The real onboarding problem is a real-time AI problem: what does this specific user need right now, given what they've done, what they haven't done, and what they're trying to accomplish? A pre-authored tooltip can't answer that question. An agent can.

The New Expectation: Users Trained by Consumer AI

There's a compounding force that makes the product tour's failure irreversible.

Every user who has typed a question into ChatGPT or watched an AI generate a document from a prompt has internalized a new expectation: software should understand what I want and handle it.

This expectation didn't exist when product tours were designed. In 2015, the baseline assumption was "I will learn this product over time." Users accepted a learning curve because there was no alternative. That tolerance is gone.

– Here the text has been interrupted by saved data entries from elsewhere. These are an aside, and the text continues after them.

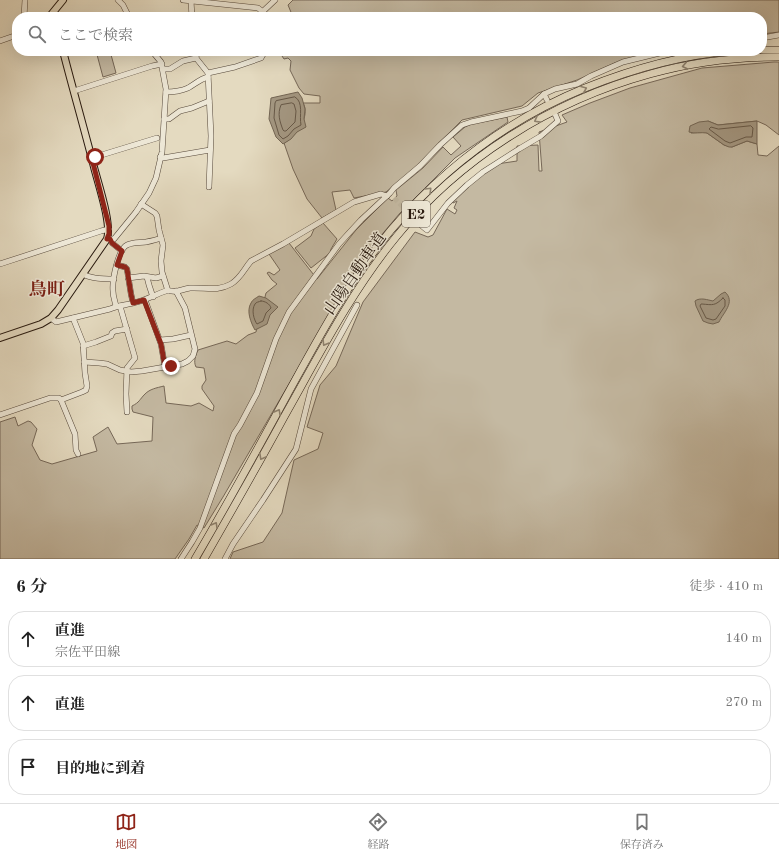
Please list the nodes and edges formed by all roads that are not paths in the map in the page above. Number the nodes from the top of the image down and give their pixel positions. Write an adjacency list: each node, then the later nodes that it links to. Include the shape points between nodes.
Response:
1 (25, 0): 7 (street)
2 (63, 0): 8 (main road)
3 (118, 0): 9 (street)
4 (183, 0): 6 (street)
5 (275, 0): 11 (street)
6 (190, 1): 10 (street); 11 (street, via 258,8)
7 (24, 12)
8 (54, 12)
9 (126, 12)
10 (191, 12)
11 (263, 12)
12 (779, 34): 14 (street)
13 (12, 37): 15 (street)
14 (767, 37)
15 (0, 41)
16 (767, 50): 17 (highway)
17 (779, 50)
18 (64, 56): 27 (main road)
19 (156, 56): 25 (street)
20 (262, 56): 26 (street)
21 (648, 56): 29 (street, via 623,62 577,84 555,88)
22 (697, 56): 75 (highway, 山陽自動車道 / E2, one-way to 22, via 313,347 372,255 412,207 460,162 496,135 544,107 647,66)
23 (779, 57): 76 (highway, 山陽自動車道 / E2, one-way to 76, via 703,63 650,74 606,88 527,126 460,173 417,213 360,286 320,350)
24 (196, 58): 25 (street, via 183,61 170,69); 26 (street)
25 (162, 67): 27 (street, via 152,66); 28 (street)
26 (208, 75): 28 (street, via 188,88); 31 (street)
27 (74, 91): 37 (main road)
28 (166, 92): 33 (street)
29 (544, 94): 30 (street); 39 (street, via 522,111 462,125 394,188)
30 (547, 100)
31 (209, 101): 33 (street); 35 (street)
32 (555, 114): 41 (street, via 558,121 542,136 483,172 448,203 427,230)
33 (164, 119): 36 (street)
34 (157, 138): 37 (street)
35 (210, 150): 36 (street); 38 (street)
36 (160, 157): 40 (street, via 156,178)
37 (92, 159): 42 (main road)
38 (209, 187)
39 (390, 196): 54 (street, via 380,194 348,205 252,261 239,278 224,287); 74 (street, via 361,220 339,244 289,312 276,339 257,393 234,434 200,528)
40 (141, 204): 43 (street, via 157,216); 44 (street, via 114,239)
41 (422, 226)
42 (109, 229): 44 (main road); 46 (street)
43 (161, 238): 45 (street, via 125,245); 49 (street)
44 (109, 239): 45 (street); 48 (main road)
45 (122, 251): 47 (street)
46 (0, 264)
47 (117, 265): 51 (street, via 127,269); 52 (street)
48 (83, 274): 52 (street); 60 (main road)
49 (163, 276): 50 (street); 53 (street)
50 (147, 277): 51 (street); 55 (street)
51 (128, 278): 57 (street)
52 (114, 279): 59 (street, via 113,298)
53 (168, 291): 54 (street); 55 (street)
54 (176, 291): 63 (street, via 185,308)
55 (153, 297): 56 (street)
56 (144, 300): 57 (street); 65 (street)
57 (133, 303): 59 (street)
58 (357, 305): 77 (street, via 311,389 296,449)
59 (118, 306): 61 (street); 62 (street)
60 (51, 318): 61 (street, via 56,322); 64 (main road)
61 (73, 318): 66 (street)
62 (127, 329): 66 (street, via 115,331 105,339); 69 (street, via 134,358)
63 (192, 334): 65 (street); 68 (street, via 195,349 193,356 182,364)
64 (0, 338)
65 (160, 340): 68 (street)
66 (83, 346): 67 (street)
67 (84, 362): 69 (street, via 107,364); 70 (street, via 86,390)
68 (165, 367): 69 (street)
69 (127, 371): 71 (street)
70 (61, 400): 72 (street, via 50,398); 73 (street, via 74,434)
71 (127, 412)
72 (0, 415)
73 (78, 454)
74 (181, 559)
75 (195, 559)
76 (204, 559)
77 (225, 559)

When a user opens your B2B product for the first time and encounters a five-step tooltip sequence, they're not comparing it to your competitor's tooltip sequence. They're comparing it to the last time they told an AI what they wanted and it just did it. Against that expectation, the product tour doesn't just underperform. It feels like a step backward.

This is why incremental improvements to tours can't close the gap. Better targeting, smarter segmentation, A/B tested copy. None of it matters. The gap isn't between your tour and a better tour. It's between your tour and a fundamentally different interaction model.

Enter the Generative Experience: From Guidance to Execution

A generative experience is an interface paradigm where an AI agent embedded in the product observes user behavior, infers intent, and takes autonomous action on the user's behalf — guiding, assisting, or completing tasks entirely.
This is not a chatbot bolted onto a help center. It's not a copilot that suggests next steps. It's an AI Operator that executes.
The distinction matters:

  • A product tour says: "Click here, then here, then here."

  • A chatbot says: "You might want to try the reporting module."

  • An AI Operator says: "I see you're trying to build a churn report. I've created one based on your data. Want me to walk you through the results?"

The tour narrates friction. The chatbot describes friction. The operator eliminates it.